Table of Contents

KEFCore: serialization

Entity Framework Core provider for Apache Kafka shall convert the entities used within the model in something viable from the backend. Each backend has its own schema to convert entities into something else; database providers converts entities into database schema or blob in Cosmos.

IMPORTANT NOTE: till the first major version, all releases shall be considered not stable: this means the API public, or internal, can change without notice.

Basic concepts

Entity Framework Core provider for Apache Kafka shall convert the entities into record will be stored in the topics of Apache Kafka cluster. The way the entities are converted shall follows a schema. The current schema follows a JSON pattern and reports the information of each entity as:

  • Primary Key:

    • Simple: if the Primary Key is a native type (e.g. int, long, double, and so on) the serialization is made using the Apache Kafka default serializer for that type
    • Complex: if the Primary Key is a complex type (e.g. int-int, int-long, int-string, and so on), Entity Framework reports it as an array of objects and the serialization is made using a JSON serializer
  • Entity data: the Entity is managed, from Entity Framework Core provider for Apache Kafka, as an array of objects associated to properties of the Entity.
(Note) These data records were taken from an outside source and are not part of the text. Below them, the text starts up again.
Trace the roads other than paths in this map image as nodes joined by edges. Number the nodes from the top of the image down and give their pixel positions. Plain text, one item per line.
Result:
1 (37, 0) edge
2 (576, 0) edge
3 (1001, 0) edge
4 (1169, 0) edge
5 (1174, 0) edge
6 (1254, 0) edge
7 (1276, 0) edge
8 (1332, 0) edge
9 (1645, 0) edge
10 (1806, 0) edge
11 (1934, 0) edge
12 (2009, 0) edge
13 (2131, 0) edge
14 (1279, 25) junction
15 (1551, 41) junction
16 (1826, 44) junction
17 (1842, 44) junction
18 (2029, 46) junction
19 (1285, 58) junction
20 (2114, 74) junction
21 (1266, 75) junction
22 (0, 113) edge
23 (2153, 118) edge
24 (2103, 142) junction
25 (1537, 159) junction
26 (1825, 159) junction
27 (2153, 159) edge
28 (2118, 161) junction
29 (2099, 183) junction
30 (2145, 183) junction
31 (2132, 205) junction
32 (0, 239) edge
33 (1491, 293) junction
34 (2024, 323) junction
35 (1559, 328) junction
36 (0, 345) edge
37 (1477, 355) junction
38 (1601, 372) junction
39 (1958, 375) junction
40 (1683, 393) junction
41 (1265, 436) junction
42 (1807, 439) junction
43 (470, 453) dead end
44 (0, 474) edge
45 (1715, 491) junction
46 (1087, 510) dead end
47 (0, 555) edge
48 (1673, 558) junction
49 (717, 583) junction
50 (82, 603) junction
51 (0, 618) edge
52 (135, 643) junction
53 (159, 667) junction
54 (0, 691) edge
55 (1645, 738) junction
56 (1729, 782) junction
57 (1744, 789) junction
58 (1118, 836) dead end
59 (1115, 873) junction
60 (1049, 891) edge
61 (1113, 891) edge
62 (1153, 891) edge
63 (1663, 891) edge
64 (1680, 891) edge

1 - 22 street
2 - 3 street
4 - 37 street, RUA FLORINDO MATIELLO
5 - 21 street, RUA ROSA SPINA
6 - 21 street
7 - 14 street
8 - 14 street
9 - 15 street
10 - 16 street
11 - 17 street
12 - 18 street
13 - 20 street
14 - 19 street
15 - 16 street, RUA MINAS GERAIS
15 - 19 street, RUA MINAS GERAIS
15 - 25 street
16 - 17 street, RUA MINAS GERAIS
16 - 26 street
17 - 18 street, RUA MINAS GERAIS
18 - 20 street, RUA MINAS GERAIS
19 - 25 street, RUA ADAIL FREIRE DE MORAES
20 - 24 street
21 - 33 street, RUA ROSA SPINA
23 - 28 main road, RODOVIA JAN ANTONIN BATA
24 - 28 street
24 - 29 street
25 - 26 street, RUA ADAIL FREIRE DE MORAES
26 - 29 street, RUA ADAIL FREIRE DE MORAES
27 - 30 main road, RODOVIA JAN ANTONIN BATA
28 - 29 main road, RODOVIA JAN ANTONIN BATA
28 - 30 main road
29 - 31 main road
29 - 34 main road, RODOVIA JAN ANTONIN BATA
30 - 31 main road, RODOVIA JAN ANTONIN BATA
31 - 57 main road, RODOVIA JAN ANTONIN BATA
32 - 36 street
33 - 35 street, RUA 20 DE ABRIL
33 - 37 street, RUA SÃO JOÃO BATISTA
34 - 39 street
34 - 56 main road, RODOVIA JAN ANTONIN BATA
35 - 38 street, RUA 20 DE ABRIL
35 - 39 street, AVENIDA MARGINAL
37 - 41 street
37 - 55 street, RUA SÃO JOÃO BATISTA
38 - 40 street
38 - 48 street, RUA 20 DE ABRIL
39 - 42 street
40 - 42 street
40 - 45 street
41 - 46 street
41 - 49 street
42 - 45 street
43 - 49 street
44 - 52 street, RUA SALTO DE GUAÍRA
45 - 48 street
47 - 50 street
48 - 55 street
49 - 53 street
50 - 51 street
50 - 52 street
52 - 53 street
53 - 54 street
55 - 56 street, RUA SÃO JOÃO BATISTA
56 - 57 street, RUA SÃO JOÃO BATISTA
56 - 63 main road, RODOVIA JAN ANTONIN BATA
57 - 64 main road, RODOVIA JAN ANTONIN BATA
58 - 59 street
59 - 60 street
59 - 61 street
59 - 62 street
The schema of the Apache Kafka record value follows the code definition in DefaultValueContainer<T>. Below two examples:

    {
      "EntityName": "MASES.EntityFrameworkCore.KNet.Test.Blog",
      "ClrType": "MASES.EntityFrameworkCore.KNet.Test.Blog",
      "Data": {
        "0": {
          "PropertyName": "BlogId",
          "ClrType": "System.Int32",
          "Value": 8
        },
        "1": {
          "PropertyName": "Rating",
          "ClrType": "System.Int32",
          "Value": 7
        },
        "2": {
          "PropertyName": "Url",
          "ClrType": "System.String",
          "Value": "http://blogs.msdn.com/adonet7"
        }
      }
    }
    
    {
      "EntityName": "MASES.EntityFrameworkCore.KNet.Test.Post",
      "ClrType": "MASES.EntityFrameworkCore.KNet.Test.Post",
      "Data": {
        "0": {
          "PropertyName": "PostId",
          "ClrType": "System.Int32",
          "Value": 44
        },
        "1": {
          "PropertyName": "BlogId",
          "ClrType": "System.Int32",
          "Value": 44
        },
        "2": {
          "PropertyName": "Content",
          "ClrType": "System.String",
          "Value": "43"
        },
        "3": {
          "PropertyName": "Title",
          "ClrType": "System.String",
          "Value": "title"
        }
      }
    }
    

The equivalent JSON schema is not available till now.

Code and user override

The code is based on three elements shall be available to Entity Framework Core provider for Apache Kafka in order to work:

  • ValueContainer type: a type which encapsulate the Entity and stores needed information
  • Key SerDes: the serializer of the Primary Key
  • ValueContainer SerDes: the serializer of the ValueContainer

Default types

Entity Framework Core provider for Apache Kafka comes with some default values:

  • ValueContainer class: KEFCore uses DefaultValueContainer<T> (i.e. DefaultKEFCoreSerDes.DefaultValueContainer) which stores the CLR type of Entity, the properties ordered by their index with associated CLT type, name and JSON serializaed value; the class is marked for JSON serialization and it is used from the ValueContainer SerDes;
  • Key SerDes class: KEFCore uses DefaultKEFCoreSerDes.Key.Json<T> (i.e. DefaultKEFCoreSerDes.DefaultKeySerialization), the type automatically manages simple or complex Primary Key
  • ValueContainer SerDes class: KEFCore uses DefaultKEFCoreSerDes.ValueContainer.Json<> (i.e. DefaultKEFCoreSerDes.DefaultValueContainerSerialization)

User override

The default serialization can be overridden with user defined ValueContainer class, Key SerDes or ValueContainer SerDes.

ValueContainer class

A custom ValueContainer class must contains enough information and shall follow the following rules:

  • must implements the IValueContainer<T> interface
  • must be a generic type
  • must have at least a default constructor and a constructor which accept two parameters: a first parameter which is IEntityType and a second paramater of object[]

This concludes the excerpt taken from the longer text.